The library in its current form is divided between several campuses, including the ultra-modern François Mitterrand library, and the historic 18th century Richelieu library, which was closed in 2011 for renovations and reopened in September of this year.

Richelieu Library

The Richelieu Library contains the National Library research rooms: the Department of Manuscripts; Prints and Photography; Coins, Medals and Antiques; Performing Arts; Music. It also houses the Library of the National Institute for Art History and the Library of the École nationale des Chartes, as well as the stunning reading room called the Salle Ovale, a kind of real-life Beauty and the Beast library. Finally, of course, there is the BnF museum, which houses 900 treasures from Antiquity through the present day. Which might seem like a lot, until you realize that the museum is pulling from archives of 40 million treasures. 

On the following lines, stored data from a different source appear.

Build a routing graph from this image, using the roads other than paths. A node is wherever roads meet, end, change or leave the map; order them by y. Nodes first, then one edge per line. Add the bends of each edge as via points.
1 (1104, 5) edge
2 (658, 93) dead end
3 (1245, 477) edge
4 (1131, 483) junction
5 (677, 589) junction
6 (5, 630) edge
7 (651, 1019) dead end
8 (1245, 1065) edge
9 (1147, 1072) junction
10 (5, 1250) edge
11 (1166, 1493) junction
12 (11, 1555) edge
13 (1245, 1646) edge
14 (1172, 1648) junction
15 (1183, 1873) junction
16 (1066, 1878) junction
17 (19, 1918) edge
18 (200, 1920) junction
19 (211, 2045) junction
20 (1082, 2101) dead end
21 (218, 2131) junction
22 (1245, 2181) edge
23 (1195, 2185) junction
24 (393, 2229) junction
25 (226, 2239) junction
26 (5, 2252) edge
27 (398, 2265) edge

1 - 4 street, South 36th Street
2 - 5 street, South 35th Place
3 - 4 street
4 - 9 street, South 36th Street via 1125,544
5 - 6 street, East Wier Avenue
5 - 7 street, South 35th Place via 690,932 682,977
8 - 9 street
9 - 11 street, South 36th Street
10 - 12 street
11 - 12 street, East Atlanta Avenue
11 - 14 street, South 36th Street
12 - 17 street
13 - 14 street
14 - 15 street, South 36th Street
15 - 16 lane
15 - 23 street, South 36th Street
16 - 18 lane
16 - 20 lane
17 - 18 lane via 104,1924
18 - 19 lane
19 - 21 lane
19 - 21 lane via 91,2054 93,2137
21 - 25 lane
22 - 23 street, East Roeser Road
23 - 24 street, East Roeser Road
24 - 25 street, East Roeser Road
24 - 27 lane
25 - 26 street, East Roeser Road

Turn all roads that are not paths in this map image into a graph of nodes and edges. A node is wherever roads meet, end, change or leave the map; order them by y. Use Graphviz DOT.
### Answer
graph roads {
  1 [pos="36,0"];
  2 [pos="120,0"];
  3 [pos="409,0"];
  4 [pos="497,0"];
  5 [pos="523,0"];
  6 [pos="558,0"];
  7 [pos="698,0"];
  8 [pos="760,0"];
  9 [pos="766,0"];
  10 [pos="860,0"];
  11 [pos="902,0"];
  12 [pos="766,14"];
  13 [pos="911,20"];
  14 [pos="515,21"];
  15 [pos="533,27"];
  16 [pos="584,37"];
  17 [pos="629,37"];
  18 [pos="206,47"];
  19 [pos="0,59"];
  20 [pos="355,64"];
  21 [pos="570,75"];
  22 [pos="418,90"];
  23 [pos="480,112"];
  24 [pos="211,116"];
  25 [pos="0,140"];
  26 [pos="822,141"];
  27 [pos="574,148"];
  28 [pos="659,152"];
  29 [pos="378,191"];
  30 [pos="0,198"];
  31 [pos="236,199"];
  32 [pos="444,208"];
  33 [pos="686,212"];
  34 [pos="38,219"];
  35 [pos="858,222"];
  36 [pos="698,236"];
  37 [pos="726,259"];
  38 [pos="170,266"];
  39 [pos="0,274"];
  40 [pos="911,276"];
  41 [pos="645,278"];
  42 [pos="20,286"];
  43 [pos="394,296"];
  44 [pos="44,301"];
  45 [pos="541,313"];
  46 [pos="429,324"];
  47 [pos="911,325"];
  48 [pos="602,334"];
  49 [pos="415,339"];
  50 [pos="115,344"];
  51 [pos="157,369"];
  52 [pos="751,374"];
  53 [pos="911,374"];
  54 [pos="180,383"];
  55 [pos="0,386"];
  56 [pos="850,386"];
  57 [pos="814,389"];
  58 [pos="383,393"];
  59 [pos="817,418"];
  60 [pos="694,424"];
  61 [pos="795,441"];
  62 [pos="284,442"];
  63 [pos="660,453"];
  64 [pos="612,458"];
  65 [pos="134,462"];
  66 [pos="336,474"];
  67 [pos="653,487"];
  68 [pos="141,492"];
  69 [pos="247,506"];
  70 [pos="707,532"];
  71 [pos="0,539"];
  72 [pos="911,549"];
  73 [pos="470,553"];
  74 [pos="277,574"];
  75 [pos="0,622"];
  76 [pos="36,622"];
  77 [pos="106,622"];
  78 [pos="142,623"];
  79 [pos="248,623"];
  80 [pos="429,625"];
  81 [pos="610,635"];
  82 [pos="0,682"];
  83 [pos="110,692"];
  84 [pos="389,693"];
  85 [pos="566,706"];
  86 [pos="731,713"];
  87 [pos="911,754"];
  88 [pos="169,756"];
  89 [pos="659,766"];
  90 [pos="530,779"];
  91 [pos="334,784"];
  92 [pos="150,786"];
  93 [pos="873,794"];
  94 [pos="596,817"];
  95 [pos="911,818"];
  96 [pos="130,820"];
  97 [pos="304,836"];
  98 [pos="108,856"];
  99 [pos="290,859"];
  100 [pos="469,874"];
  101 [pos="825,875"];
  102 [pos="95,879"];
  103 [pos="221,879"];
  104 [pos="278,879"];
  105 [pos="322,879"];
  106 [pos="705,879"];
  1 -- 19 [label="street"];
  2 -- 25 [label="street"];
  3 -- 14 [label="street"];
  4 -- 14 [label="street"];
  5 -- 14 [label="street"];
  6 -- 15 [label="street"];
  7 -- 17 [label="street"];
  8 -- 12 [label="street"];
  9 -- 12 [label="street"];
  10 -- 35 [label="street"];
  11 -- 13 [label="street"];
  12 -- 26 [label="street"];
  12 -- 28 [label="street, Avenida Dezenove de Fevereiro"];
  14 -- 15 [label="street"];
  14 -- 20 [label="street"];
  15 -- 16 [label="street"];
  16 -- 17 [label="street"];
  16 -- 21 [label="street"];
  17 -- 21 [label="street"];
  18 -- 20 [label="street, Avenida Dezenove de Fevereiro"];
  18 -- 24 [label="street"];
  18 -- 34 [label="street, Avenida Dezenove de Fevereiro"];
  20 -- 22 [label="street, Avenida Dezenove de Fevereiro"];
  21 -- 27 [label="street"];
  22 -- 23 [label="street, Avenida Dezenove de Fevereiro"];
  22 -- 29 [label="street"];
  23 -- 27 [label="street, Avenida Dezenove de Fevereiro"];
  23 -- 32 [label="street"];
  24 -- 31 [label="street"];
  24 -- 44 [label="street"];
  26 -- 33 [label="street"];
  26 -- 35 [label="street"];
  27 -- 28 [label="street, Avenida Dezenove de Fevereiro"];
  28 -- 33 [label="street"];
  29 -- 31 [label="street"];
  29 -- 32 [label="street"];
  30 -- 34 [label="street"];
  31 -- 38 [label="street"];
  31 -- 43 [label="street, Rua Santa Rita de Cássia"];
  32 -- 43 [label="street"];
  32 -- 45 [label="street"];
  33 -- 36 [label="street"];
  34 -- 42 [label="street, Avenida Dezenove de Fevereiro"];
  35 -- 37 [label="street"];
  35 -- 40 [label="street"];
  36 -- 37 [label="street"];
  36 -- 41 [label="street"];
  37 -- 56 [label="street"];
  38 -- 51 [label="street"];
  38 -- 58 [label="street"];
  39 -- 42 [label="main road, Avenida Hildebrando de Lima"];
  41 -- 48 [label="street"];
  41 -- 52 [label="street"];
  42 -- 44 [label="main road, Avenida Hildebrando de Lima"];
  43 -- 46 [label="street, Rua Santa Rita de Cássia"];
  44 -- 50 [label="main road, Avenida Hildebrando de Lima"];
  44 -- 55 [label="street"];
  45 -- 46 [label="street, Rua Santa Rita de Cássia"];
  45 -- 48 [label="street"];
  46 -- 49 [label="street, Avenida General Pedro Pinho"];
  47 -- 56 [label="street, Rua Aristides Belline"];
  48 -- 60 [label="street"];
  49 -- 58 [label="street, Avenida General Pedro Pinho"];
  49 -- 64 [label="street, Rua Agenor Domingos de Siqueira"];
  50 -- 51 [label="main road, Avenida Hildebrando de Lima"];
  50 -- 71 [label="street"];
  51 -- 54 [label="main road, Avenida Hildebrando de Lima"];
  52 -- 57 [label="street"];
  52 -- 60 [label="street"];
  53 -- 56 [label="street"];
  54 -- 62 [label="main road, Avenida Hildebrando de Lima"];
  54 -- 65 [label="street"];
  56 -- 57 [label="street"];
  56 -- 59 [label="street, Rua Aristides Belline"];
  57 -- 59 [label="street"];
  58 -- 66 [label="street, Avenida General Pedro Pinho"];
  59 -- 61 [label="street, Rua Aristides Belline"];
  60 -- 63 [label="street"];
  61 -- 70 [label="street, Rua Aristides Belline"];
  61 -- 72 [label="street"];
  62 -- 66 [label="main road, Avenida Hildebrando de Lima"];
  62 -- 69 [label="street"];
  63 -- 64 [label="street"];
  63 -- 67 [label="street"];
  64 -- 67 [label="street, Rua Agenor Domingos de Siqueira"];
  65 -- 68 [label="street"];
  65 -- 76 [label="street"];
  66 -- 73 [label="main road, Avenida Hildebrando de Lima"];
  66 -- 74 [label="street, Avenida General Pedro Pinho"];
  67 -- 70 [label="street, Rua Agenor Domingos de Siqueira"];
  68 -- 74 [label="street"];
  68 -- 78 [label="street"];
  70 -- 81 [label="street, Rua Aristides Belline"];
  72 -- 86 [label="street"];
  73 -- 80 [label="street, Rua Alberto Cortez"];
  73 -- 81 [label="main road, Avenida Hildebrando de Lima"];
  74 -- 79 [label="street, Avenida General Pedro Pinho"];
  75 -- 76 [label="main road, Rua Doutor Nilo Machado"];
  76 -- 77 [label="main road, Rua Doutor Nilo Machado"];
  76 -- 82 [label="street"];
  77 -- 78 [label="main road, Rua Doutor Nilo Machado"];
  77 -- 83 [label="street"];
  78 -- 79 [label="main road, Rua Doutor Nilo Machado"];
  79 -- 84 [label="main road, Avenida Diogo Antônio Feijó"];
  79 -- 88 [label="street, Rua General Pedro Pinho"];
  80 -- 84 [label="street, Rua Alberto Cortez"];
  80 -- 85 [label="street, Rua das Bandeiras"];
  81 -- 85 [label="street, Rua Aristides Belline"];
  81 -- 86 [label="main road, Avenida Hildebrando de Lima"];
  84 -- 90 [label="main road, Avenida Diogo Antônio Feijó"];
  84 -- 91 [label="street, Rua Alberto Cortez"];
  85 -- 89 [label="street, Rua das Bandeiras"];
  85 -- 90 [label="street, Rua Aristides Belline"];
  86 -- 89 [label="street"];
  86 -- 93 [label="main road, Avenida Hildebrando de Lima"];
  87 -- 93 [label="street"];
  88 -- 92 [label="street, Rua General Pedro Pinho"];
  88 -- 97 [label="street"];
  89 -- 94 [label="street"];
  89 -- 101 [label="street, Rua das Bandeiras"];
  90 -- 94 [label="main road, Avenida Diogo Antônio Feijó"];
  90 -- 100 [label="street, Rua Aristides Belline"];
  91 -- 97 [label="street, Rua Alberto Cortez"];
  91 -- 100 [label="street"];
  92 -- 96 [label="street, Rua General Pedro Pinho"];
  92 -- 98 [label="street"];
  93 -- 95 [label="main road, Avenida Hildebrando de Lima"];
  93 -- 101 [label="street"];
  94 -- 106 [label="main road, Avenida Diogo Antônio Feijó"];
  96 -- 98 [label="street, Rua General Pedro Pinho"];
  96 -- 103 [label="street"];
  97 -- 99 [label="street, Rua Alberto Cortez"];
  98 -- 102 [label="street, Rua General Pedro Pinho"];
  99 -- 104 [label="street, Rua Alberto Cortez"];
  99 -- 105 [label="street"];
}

So what exactly is on display at the BnF? To start with, given that it is, of course, a library, there is obviously an abundance of manuscripts of historical significance. Original manuscripts of Victor Hugo’s Les Misérables and The Hunchback of Notre Dame. Simone de Beauvoir’s The Second Sex. A copy of Marcel Proust’s In Search of Lost Time, marked up with the writer’s edits and musings pre-publication. All this surrounded by stunning works of art, like the painted ceiling of the Mazarin Gallery inspired by Ovid’s “Metamorphosis,” original prints from Rembrandt and Picasso, and genuine Matisse engravings.

Voltaire’s Heart

But some of the library’s items are a little more unusual. In the Salon d’honneur inside the Rue Richelieu entrance, sits a small statue of Voltaire by Jean-Antoine Houdon. This statue actually contains Voltaire’s heart, separated long ago from his body, which lies entombed in the Panthéon.

Tickets for the museum are €10 each, €8 for reduced entry. Museum entry coupled with an exhibition costs €13. However, those wishing to enjoy the Salle Ovale can do so free of charge, and the reading room is equipped with interactive screens, child-friendly accommodations, and access to 20,000 works. Rose Bakery, the local baked goods empire run by French-British couple Jean-Charles and Rose Carrarini, has opened a small cafe on the ground floor, and a garden outside the Rue Vivienne entrance has been planted with trees usually reserved for paper production, a nod to the life cycle of the books inside.

A trip to the BnF is a necessary pilgrimage for any lover of literature, particularly French literature. Because what could be more entrancing than spending an afternoon with Proust, de Beauvoir, and Voltaire, at their most intimate?

Catherine Rickman is a writer and professional francophile who has lived in Paris, New York, and Berlin. She is currently somewhere in Brooklyn with a fork in one hand and a pen in the other, and you can follow her adventures on Instagram @catrickman.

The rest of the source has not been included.